**Prompt**
Return copies of the lines below that mention "Oswego".

━━━━━━━━━━━━━━━━━━━━

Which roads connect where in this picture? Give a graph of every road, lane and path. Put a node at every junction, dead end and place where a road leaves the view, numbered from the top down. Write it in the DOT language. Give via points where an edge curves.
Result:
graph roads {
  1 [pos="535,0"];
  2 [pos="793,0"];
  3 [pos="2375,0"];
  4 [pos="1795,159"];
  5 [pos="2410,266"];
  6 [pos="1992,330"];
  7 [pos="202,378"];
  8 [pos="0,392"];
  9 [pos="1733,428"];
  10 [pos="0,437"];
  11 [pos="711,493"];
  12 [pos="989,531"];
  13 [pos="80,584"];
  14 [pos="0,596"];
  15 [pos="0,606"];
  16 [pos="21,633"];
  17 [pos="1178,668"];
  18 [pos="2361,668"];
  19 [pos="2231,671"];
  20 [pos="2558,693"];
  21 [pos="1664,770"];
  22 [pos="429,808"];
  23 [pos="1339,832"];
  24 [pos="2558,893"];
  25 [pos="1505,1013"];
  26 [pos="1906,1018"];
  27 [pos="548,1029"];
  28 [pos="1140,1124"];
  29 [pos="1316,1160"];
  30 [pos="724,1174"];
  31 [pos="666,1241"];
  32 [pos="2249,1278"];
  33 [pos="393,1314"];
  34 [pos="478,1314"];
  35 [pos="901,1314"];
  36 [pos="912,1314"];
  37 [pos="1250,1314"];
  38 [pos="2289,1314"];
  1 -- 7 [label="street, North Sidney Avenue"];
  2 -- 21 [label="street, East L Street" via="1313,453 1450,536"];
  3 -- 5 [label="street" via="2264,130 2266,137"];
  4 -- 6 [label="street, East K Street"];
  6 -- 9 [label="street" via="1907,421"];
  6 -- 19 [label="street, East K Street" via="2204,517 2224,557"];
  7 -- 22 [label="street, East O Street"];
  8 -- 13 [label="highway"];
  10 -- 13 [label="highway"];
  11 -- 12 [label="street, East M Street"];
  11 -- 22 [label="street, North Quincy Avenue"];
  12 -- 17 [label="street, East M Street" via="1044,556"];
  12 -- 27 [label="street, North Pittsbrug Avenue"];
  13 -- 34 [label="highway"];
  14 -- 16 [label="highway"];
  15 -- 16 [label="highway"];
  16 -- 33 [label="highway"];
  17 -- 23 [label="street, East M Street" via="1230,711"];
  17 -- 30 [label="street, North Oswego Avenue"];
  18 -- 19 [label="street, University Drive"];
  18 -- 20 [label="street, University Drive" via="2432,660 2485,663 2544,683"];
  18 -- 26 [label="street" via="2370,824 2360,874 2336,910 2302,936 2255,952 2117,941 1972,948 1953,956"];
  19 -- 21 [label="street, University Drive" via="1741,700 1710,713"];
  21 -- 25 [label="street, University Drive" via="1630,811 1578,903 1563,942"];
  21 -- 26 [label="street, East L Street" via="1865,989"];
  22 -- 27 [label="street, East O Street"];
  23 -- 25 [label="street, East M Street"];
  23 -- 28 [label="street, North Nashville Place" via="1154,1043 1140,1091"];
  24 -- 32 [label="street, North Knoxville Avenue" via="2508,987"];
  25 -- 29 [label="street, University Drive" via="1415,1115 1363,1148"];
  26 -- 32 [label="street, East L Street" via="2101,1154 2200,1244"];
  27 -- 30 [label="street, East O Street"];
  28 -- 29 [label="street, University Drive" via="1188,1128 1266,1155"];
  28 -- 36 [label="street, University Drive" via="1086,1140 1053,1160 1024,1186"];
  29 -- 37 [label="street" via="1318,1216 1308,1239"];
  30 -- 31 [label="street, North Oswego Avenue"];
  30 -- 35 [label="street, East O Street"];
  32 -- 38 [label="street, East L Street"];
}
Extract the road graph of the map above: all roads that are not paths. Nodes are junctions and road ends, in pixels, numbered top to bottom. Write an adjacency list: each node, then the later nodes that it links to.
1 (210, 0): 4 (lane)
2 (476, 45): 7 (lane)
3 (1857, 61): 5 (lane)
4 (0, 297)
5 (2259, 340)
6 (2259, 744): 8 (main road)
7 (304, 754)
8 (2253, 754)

━━━━━━━━━━━━━━━━━━━━

**Solution to this exercise**
  17 -- 30 [label="street, North Oswego Avenue"];
  30 -- 31 [label="street, North Oswego Avenue"];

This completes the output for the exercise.